Around the same time, amid the economic depression of the 1890s, Australia became host to a growing population of swagmen, or “swaggies” – itinerant workers roving the countryside in search of manual labor. First appearing during the gold rush of the 1850s, swaggies remained a gruff, tattered fixture of Australia’s social landscape through the 1930s. Often taking to the swamps to live unencumbered, solitary lives between jobs, swaggies were frequently mistaken for bunyips. In the evening especially, with the sky fading from a tentative orange to an assertive purple, swaggies bathing among the reeds, their ragged silhouettes stuttered and blurred by splashing water and waving plant fronds, inhabited the bunyip’s form – and maybe always had.

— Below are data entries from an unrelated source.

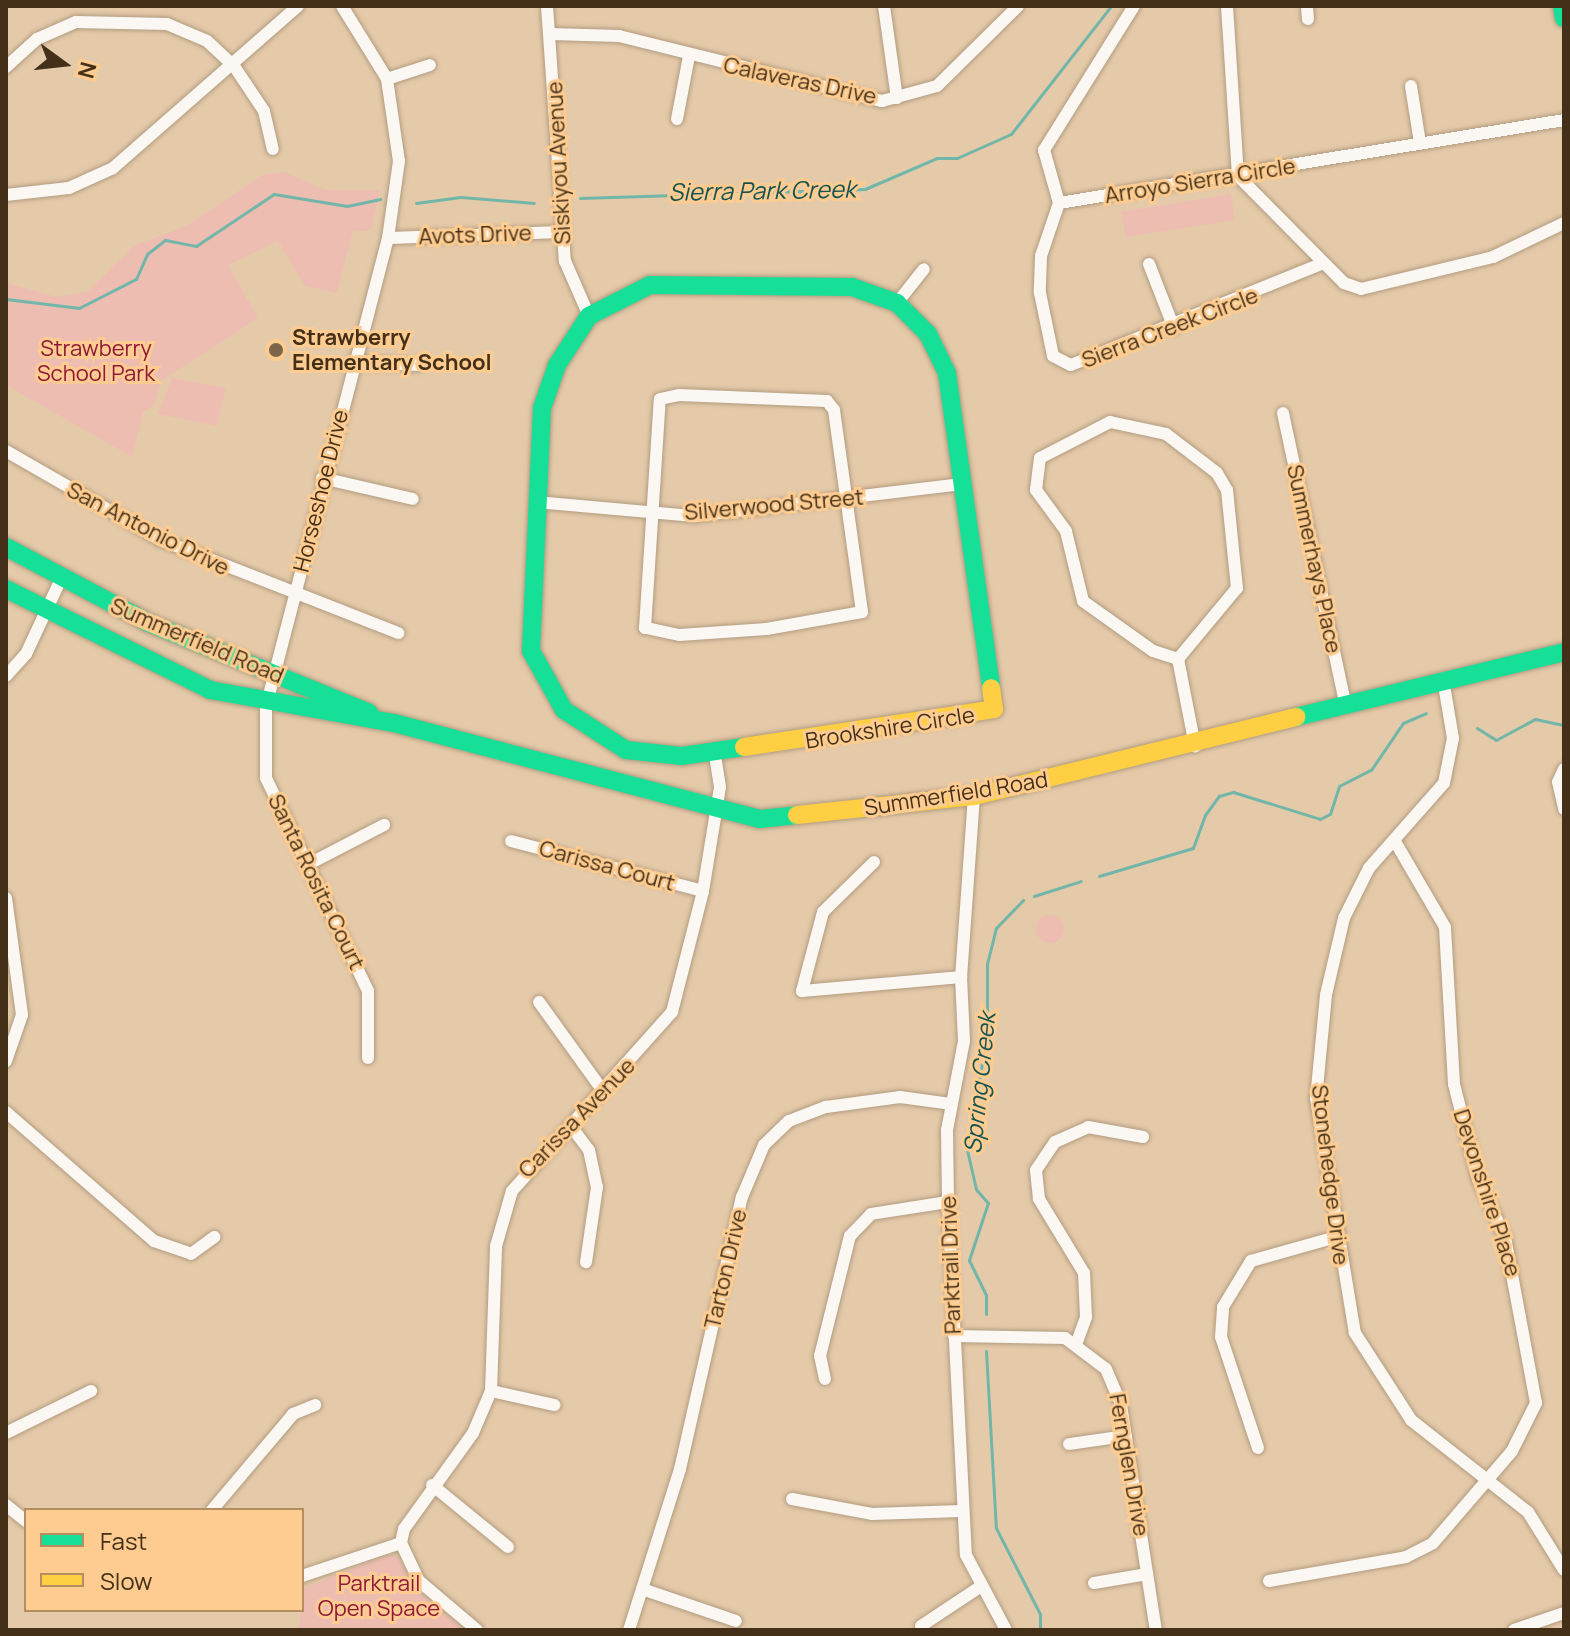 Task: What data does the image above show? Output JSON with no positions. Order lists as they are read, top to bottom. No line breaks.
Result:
{"streets":{"street":["Calaveras Drive","Siskiyou Avenue","Arroyo Sierra Circle","Avots Drive","Sierra Creek Circle","Horseshoe Drive","Silverwood Street","San Antonio Drive","Summerhays Place","Summerfield Road","Brookshire Circle","Carissa Court","Santa Rosita Court","Carissa Avenue","Stonehedge Drive","Devonshire Place","Parktrail Drive","Tarton Drive","Fernglen Drive"]},"crossings":[["Calaveras Drive","Siskiyou Avenue"],["Siskiyou Avenue","Avots Drive"],["Siskiyou Avenue","Brookshire Circle"],["Arroyo Sierra Circle","Sierra Creek Circle"],["Avots Drive","Horseshoe Drive"],["Horseshoe Drive","San Antonio Drive"],["Horseshoe Drive","Summerfield Road"],["Horseshoe Drive","Santa Rosita Court"],["Silverwood Street","Brookshire Circle"],["Summerhays Place","Summerfield Road"],["Summerfield Road","Santa Rosita Court"],["Summerfield Road","Carissa Avenue"],["Summerfield Road","Stonehedge Drive"],["Summerfield Road","Parktrail Drive"],["Brookshire Circle","Carissa Avenue"],["Carissa Court","Carissa Avenue"],["Stonehedge Drive","Devonshire Place"],["Parktrail Drive","Tarton Drive"]],"water":["Sierra Park Creek","Spring Creek"],"parks":["Strawberry School Park","Parktrail Open Space"],"places":["Strawberry Elementary School"],"legend":["Fast","Slow"],"north":"right"} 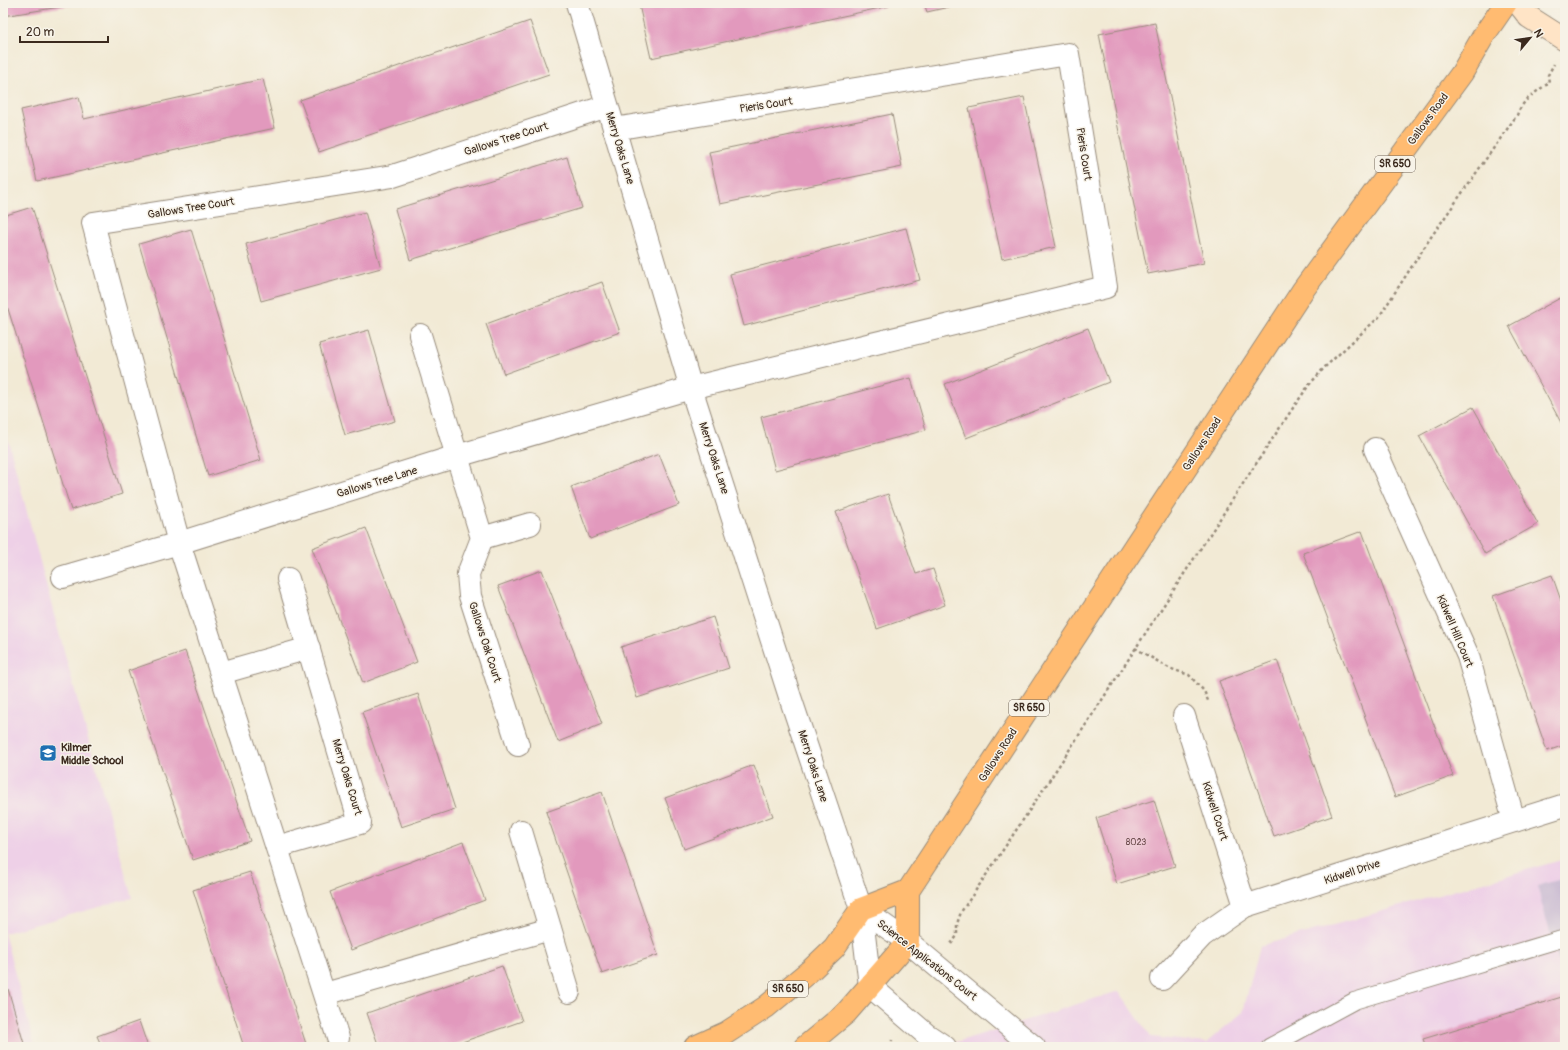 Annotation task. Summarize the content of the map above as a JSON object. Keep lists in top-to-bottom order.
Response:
{
  "streets": {
    "main road": ["Gallows Road", "SR 650"],
    "street": [
      "Pieris Court",
      "Gallows Tree Court",
      "Merry Oaks Lane",
      "Gallows Tree Lane",
      "Kidwell Hill Court",
      "Gallows Oak Court",
      "Merry Oaks Court",
      "Kidwell Court",
      "Kidwell Drive",
      "Science Applications Court"
    ]
  },
  "crossings": [
    ["Pieris Court", "Merry Oaks Lane"],
    ["Pieris Court", "Gallows Tree Lane"],
    ["Gallows Tree Court", "Merry Oaks Lane"],
    ["Gallows Tree Court", "Gallows Tree Lane"],
    ["Merry Oaks Lane", "SR 650"],
    ["Merry Oaks Lane", "Gallows Tree Lane"],
    ["Merry Oaks Lane", "Science Applications Court"],
    ["SR 650", "Science Applications Court"],
    ["Kidwell Hill Court", "Kidwell Drive"],
    ["Kidwell Court", "Kidwell Drive"]
  ],
  "places": {
    "school or university": ["Kilmer Middle School"]
  },
  "house_numbers": ["8023"],
  "scale_bar": "20 m",
  "north": "top right"
} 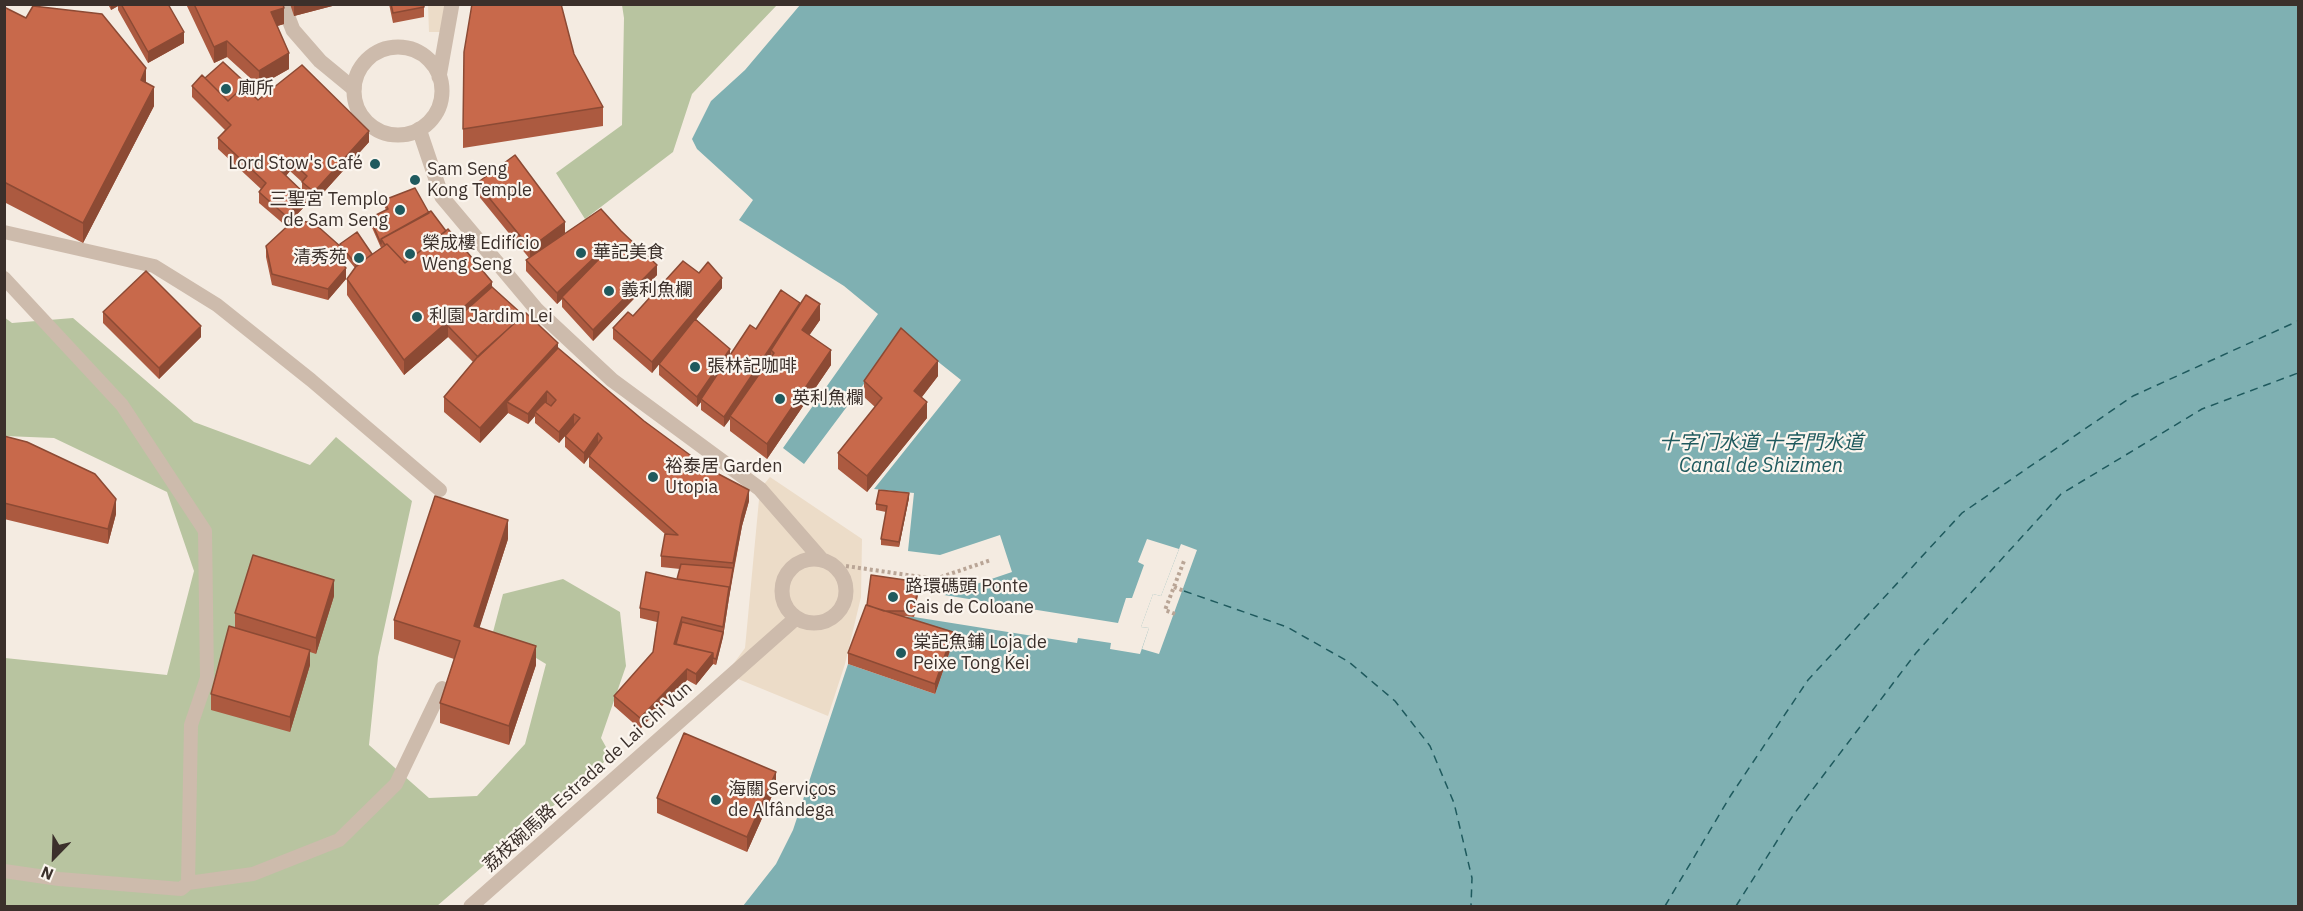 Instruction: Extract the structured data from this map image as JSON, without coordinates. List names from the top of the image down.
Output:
{
  "streets": {
    "street": ["荔枝碗馬路 Estrada de Lai Chi Vun"]
  },
  "water": ["十字门水道 十字門水道 Canal de Shizimen"],
  "places": [
    "廁所",
    "Lord Stow's Café",
    "Sam Seng Kong Temple",
    "三聖宮 Templo de Sam Seng",
    "華記美食",
    "榮成樓 Edifício Weng Seng",
    "清秀苑",
    "義利魚欄",
    "利園 Jardim Lei",
    "張林記咖啡",
    "英利魚欄",
    "裕泰居 Garden Utopia",
    "路環碼頭 Ponte Cais de Coloane",
    "棠記魚鋪 Loja de Peixe Tong Kei",
    "海關 Serviços de Alfândega"
  ],
  "north": "bottom left"
}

Meanwhile, as Australia was mapped, its animals catalogued and its wilderness demystified, people began to notice that fur seals, usually confined to the southern river systems, frequently swam upstream during floods and subsequently found themselves trapped in the interior swamps. Before long, their similarity to the supposed bunyip – the dog-like face, furry body and barking vocalizations – was recognized.

Reality tends to inure itself to unexplained creatures. Cryptids burrow down into newsprint, gambol through songs and hibernate in dreams until something fundamental, the burden of proof maybe, gets twisted around, so that Bigfoot and Nessie and the Mothman are all living, breathing entities, cavorting the globe, waiting for a piece of definitive contrary evidence to wipe them away. Meanwhile, the bunyip is waiting to exist. After more than a century without a major sighting, what was once bunyip debunking has grown up into bunyip explaining and the creature, though alive and well in stories, has been sucked off the Earth like water drained out of a swamp.